The Mystery of Asking
Why do we pray? If God already knows what we need before we ask, and God actually cares about us more than we care about ourselves, then why do we have to ask, receive, seek, find, (Matthew 7:7)? This is the mystery of asking. Prayer is a symbiotic relationship with life and with God, a synergy which creates a result larger than the exchange itself. We ask not to change God, but to change ourselves. We pray to form a living relationship, not to get things done. We need to pray to keep the symbiotic relationship moving and growing. Prayer is not a way to try to control God, or even to get what we want.
Prayers of intercession or petition are one way of situating our life within total honesty and structural truth. We are all forever beggars before God and the universe. We can never engineer or guide our own transformation or conversion. If we try, it will be a self-centered and well-controlled version of conversion, with most of our preferences still fully in place, but now well-disguised. We must “humbly ask God to remove our shortcomings.” It’s important that we ask, seek, and knock to keep ourselves in the right relationship with Life Itself.

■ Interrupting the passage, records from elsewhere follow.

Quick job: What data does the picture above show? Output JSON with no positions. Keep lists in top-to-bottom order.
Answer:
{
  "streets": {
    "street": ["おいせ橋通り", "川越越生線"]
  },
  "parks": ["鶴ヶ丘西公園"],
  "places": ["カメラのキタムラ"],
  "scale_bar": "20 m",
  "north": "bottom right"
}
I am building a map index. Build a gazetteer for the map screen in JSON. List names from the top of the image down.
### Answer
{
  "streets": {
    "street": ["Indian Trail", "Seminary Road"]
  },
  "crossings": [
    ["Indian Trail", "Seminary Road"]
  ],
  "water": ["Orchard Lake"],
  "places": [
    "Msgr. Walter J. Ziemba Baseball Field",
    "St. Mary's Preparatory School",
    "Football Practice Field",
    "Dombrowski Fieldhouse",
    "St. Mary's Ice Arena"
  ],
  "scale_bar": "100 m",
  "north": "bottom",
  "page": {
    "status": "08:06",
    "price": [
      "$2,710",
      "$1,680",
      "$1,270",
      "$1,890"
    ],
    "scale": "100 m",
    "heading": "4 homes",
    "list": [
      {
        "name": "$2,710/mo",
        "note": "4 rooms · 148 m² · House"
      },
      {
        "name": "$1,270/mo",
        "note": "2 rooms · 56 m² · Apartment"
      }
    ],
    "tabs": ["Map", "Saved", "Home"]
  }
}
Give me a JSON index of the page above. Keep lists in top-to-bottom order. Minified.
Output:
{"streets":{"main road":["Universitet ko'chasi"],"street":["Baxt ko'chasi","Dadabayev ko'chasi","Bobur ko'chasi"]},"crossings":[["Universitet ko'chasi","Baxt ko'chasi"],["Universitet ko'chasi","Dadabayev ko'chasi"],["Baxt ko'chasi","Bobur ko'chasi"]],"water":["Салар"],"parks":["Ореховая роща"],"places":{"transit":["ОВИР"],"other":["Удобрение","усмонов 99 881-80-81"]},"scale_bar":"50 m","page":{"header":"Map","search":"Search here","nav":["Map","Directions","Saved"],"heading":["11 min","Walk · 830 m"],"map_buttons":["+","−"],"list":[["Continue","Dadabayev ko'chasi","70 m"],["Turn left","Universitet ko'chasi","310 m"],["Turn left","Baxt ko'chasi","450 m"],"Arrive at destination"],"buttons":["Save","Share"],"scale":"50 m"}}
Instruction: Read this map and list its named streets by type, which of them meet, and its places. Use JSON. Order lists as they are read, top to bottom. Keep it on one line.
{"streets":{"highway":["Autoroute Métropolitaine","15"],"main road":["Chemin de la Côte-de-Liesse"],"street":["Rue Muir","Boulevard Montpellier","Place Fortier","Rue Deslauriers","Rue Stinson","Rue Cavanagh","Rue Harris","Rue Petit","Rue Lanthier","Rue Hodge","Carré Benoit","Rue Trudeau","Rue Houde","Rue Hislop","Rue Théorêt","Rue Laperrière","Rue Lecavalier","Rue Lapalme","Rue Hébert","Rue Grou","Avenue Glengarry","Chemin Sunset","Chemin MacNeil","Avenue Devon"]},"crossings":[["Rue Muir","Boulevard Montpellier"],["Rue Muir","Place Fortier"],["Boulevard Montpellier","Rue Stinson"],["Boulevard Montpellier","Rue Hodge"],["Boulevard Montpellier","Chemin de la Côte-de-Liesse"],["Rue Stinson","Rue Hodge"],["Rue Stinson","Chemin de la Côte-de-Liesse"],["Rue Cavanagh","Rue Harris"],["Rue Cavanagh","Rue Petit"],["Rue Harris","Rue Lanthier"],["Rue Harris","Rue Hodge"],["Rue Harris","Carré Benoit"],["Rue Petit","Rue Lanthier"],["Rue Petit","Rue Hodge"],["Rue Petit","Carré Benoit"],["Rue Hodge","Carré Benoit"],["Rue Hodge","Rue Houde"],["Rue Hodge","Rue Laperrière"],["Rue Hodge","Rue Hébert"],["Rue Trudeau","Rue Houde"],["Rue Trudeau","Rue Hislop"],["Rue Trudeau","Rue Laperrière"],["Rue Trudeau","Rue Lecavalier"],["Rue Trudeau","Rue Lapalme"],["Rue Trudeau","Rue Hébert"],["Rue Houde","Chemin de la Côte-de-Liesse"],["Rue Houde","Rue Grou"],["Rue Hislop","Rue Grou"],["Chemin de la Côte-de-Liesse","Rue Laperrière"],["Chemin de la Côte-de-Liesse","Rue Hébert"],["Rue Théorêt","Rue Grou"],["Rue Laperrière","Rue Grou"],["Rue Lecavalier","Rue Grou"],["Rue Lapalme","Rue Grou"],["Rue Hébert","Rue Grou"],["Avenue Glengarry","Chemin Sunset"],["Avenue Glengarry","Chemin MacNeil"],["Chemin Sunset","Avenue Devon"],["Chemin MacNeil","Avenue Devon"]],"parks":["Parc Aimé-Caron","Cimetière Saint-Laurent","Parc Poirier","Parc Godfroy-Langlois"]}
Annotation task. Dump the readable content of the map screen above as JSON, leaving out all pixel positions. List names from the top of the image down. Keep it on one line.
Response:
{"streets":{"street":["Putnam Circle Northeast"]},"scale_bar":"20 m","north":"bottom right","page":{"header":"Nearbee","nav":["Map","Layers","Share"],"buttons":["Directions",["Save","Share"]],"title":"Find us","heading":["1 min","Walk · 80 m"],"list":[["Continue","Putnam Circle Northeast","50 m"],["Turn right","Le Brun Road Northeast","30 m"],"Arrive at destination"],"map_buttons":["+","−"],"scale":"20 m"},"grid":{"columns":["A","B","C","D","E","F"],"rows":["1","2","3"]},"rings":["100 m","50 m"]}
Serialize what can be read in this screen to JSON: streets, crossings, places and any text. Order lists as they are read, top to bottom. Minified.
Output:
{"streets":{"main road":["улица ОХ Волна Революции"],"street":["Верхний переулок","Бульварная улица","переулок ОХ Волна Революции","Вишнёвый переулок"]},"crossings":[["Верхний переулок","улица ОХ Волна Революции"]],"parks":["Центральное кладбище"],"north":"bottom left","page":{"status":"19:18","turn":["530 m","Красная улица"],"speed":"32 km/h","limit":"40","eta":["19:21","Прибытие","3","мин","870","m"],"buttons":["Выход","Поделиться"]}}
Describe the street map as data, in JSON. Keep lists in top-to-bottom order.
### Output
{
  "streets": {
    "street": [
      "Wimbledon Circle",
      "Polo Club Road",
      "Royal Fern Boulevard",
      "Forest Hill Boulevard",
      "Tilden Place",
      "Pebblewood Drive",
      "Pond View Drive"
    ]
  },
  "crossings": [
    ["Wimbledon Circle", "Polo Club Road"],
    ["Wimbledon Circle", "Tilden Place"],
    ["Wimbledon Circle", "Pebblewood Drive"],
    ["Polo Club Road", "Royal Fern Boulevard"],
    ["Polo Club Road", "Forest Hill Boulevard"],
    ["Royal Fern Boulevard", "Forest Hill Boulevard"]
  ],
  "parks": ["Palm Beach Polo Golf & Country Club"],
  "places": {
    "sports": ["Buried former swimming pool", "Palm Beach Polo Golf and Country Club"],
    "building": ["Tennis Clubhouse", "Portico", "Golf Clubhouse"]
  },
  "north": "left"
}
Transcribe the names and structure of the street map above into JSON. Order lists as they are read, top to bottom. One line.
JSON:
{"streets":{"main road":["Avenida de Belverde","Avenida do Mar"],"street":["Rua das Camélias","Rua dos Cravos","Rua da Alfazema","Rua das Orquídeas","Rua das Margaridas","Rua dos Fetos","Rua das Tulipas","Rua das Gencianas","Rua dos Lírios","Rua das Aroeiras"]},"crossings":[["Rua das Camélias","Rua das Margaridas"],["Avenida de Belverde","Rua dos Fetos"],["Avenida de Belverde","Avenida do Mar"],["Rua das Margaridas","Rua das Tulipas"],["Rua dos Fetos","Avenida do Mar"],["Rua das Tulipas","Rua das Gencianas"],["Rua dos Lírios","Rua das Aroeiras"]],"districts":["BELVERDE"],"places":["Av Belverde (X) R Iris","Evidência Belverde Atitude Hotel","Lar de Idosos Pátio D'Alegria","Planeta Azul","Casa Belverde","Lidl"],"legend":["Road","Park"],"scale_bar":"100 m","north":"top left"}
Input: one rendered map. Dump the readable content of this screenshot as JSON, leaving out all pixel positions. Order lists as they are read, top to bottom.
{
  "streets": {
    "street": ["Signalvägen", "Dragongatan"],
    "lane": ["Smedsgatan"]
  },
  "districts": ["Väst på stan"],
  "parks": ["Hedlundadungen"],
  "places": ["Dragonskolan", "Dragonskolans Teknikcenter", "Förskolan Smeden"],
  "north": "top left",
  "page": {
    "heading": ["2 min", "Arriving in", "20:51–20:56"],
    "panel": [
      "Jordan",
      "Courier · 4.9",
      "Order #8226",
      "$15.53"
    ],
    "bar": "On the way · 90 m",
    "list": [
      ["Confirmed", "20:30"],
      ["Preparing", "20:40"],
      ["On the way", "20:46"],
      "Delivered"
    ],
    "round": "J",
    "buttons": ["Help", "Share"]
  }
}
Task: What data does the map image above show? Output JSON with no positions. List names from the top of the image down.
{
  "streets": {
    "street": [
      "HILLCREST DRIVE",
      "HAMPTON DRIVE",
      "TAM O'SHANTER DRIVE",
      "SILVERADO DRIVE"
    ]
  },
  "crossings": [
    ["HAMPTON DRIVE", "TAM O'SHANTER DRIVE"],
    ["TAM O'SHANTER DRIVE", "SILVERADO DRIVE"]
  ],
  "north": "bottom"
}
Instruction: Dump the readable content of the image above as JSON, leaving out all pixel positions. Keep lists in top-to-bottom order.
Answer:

Life is a gift, totally given to us without cost, every day of it, and every part of it. A daily and chosen “attitude of gratitude” will keep our hands open to expect that life, allow that life, and receive that life at ever-deeper levels of satisfaction—but never to think we deserve it.
O Mighty God, Help this world to know what is wrong and what is right. Provide peace and hope to those who are suffering from injustice. Show them that you are there, and you care for them and that you will make all things right. God, I pray for a world full of love and compassion.